# Exercise aim
Whenever the word "main" shows up in a line of the data, copy that line.

[Information provided — start]

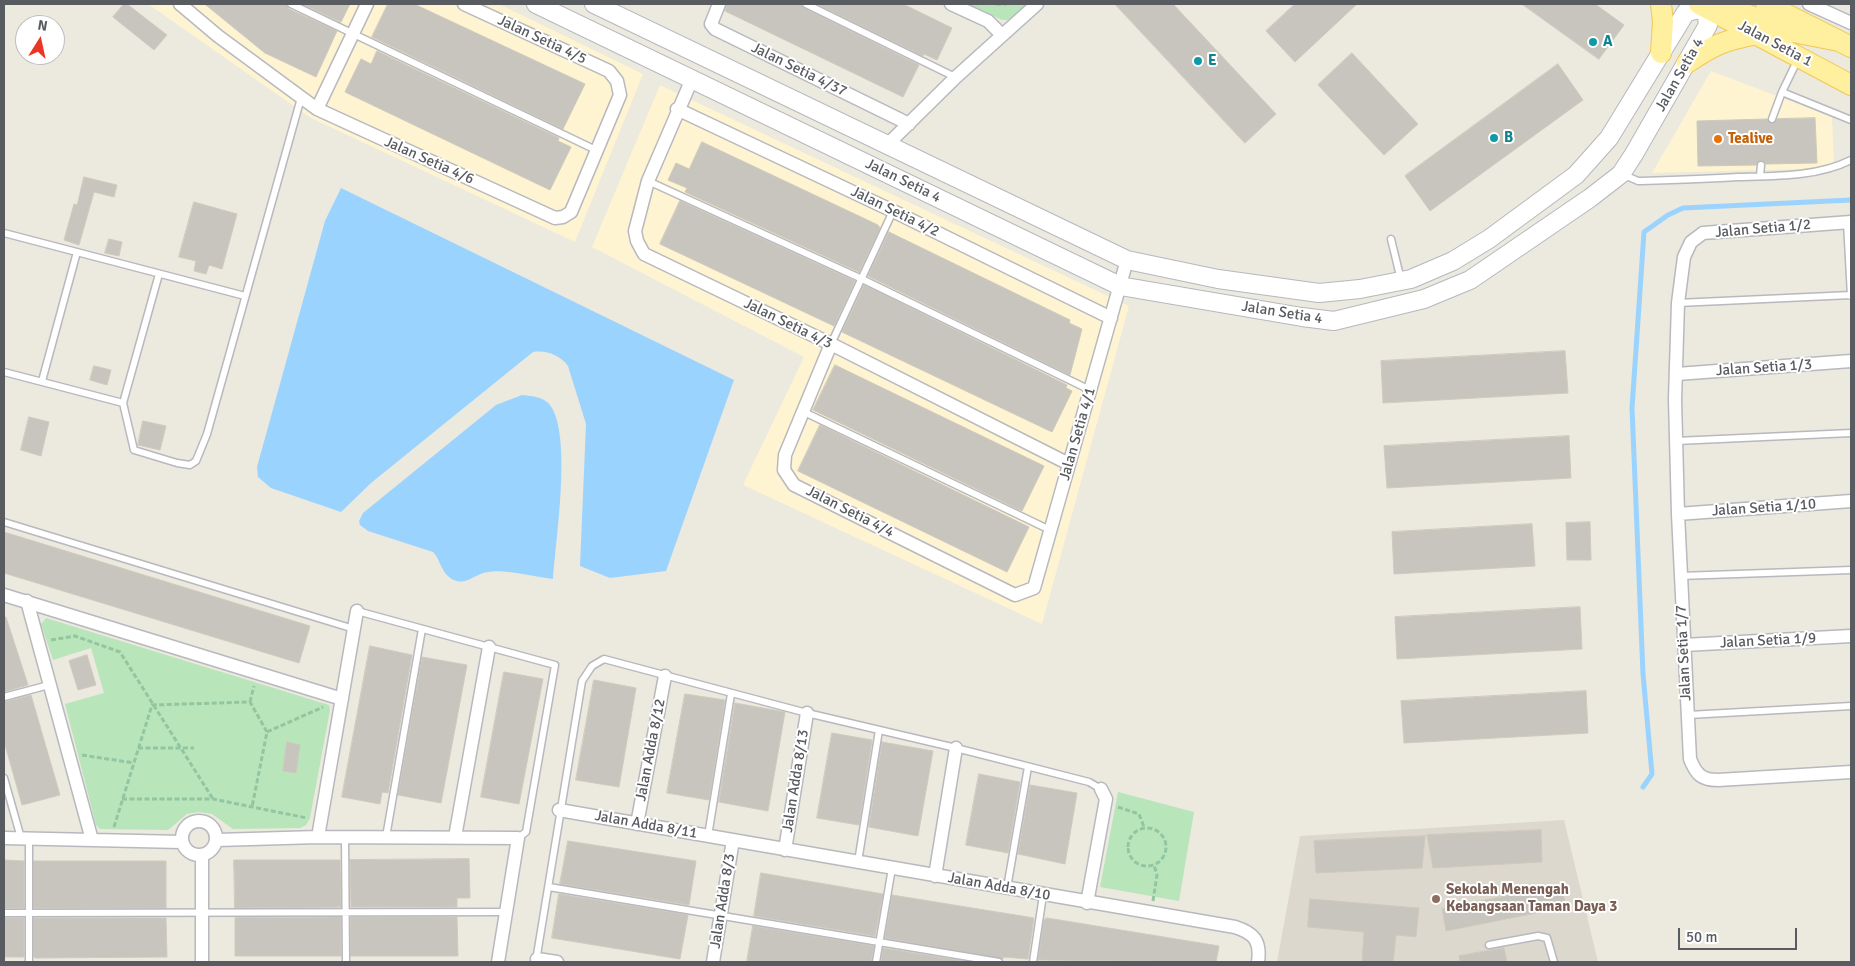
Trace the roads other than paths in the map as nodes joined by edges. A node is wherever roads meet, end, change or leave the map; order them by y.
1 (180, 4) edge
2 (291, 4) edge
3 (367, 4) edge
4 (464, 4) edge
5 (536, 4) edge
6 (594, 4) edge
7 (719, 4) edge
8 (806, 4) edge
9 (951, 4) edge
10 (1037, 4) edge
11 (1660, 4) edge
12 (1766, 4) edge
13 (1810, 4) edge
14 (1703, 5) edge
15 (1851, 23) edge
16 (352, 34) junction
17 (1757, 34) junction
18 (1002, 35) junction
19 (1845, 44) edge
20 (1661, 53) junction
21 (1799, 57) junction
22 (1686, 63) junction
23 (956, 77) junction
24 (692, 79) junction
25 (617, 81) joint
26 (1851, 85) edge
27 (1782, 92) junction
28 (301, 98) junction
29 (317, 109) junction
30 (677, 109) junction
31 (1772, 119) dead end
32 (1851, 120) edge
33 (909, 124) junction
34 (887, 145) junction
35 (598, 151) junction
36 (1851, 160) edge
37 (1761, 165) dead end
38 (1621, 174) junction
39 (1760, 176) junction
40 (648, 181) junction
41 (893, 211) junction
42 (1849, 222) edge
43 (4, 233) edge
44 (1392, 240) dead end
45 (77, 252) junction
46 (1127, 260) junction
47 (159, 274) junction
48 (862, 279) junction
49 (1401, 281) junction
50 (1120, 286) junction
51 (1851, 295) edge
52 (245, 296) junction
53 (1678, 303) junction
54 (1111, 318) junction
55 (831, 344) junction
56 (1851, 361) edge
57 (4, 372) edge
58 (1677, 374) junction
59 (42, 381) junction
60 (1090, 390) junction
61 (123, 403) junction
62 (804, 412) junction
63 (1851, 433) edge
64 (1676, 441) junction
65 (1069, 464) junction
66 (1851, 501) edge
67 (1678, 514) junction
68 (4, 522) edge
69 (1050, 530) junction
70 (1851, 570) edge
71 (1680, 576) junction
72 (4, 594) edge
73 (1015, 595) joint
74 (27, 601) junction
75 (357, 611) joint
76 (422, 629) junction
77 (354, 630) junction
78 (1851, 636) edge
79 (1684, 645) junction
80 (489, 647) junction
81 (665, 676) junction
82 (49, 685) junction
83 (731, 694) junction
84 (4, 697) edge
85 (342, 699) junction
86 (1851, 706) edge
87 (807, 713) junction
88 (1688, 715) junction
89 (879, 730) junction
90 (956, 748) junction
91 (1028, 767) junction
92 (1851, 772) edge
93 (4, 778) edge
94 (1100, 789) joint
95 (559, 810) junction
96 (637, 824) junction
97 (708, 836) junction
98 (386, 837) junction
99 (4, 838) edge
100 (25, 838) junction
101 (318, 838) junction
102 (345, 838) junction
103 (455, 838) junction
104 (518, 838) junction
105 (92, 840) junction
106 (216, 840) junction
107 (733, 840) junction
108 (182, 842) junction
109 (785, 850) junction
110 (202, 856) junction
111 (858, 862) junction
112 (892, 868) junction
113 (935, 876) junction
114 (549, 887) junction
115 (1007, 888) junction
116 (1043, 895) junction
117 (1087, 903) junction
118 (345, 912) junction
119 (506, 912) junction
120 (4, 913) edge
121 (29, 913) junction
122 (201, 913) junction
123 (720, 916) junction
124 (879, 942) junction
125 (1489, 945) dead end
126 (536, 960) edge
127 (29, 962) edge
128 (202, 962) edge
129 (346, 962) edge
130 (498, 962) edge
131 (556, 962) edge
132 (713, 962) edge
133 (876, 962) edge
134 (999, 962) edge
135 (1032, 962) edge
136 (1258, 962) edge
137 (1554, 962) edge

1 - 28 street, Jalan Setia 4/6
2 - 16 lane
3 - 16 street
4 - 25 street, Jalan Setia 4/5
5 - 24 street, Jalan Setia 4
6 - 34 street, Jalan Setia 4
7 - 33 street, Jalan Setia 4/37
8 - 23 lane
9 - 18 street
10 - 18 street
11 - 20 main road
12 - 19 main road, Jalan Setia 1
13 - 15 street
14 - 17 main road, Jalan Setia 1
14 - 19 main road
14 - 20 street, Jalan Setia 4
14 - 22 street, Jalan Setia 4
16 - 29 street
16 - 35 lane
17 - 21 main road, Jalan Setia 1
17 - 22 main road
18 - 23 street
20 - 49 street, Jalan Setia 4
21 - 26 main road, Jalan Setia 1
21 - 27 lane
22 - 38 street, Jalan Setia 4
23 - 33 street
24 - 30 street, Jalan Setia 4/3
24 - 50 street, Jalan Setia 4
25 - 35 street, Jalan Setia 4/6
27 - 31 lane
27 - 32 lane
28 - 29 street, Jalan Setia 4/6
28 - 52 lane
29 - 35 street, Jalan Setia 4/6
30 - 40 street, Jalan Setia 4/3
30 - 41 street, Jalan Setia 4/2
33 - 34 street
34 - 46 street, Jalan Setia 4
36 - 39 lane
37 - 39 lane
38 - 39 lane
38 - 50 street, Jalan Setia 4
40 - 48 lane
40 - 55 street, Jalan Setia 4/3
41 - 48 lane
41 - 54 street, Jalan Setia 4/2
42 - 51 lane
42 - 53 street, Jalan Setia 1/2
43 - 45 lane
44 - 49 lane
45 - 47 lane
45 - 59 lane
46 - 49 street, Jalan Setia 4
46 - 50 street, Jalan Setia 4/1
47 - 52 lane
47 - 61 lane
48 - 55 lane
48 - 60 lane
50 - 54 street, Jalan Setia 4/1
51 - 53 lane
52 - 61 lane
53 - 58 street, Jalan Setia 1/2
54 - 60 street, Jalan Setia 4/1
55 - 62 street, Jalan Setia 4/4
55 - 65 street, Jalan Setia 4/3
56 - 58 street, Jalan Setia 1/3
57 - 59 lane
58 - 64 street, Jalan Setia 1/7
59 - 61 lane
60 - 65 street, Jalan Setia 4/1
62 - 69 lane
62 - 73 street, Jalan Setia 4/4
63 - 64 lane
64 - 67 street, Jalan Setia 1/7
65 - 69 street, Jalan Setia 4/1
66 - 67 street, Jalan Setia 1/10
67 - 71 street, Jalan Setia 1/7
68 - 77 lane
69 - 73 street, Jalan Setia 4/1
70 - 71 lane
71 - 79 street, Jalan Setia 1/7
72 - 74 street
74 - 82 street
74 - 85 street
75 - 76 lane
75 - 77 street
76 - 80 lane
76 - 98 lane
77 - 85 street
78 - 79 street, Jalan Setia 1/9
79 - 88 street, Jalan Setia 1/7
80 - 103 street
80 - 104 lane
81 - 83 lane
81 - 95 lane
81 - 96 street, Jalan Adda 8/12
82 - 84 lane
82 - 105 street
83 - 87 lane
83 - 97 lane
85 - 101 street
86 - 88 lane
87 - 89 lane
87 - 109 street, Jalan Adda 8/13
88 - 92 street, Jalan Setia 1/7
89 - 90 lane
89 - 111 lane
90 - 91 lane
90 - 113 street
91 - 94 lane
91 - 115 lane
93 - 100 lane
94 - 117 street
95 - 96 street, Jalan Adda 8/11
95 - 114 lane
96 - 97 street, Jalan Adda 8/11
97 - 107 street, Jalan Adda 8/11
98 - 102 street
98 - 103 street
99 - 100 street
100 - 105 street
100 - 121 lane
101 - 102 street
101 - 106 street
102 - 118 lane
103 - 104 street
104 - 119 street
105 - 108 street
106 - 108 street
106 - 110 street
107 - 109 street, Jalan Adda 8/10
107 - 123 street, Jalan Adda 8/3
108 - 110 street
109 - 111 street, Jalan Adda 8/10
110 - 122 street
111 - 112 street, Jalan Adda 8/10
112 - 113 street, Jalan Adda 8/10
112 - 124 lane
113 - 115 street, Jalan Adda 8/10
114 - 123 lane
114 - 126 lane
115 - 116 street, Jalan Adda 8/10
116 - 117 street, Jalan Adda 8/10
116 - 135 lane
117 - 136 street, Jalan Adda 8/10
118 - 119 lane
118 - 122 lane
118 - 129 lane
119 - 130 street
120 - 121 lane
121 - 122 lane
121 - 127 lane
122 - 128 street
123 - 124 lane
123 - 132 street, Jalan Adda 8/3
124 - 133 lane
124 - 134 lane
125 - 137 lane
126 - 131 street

[Information provided — finish]

# Task output
11 - 20 main road
12 - 19 main road, Jalan Setia 1
14 - 17 main road, Jalan Setia 1
14 - 19 main road
17 - 21 main road, Jalan Setia 1
17 - 22 main road
21 - 26 main road, Jalan Setia 1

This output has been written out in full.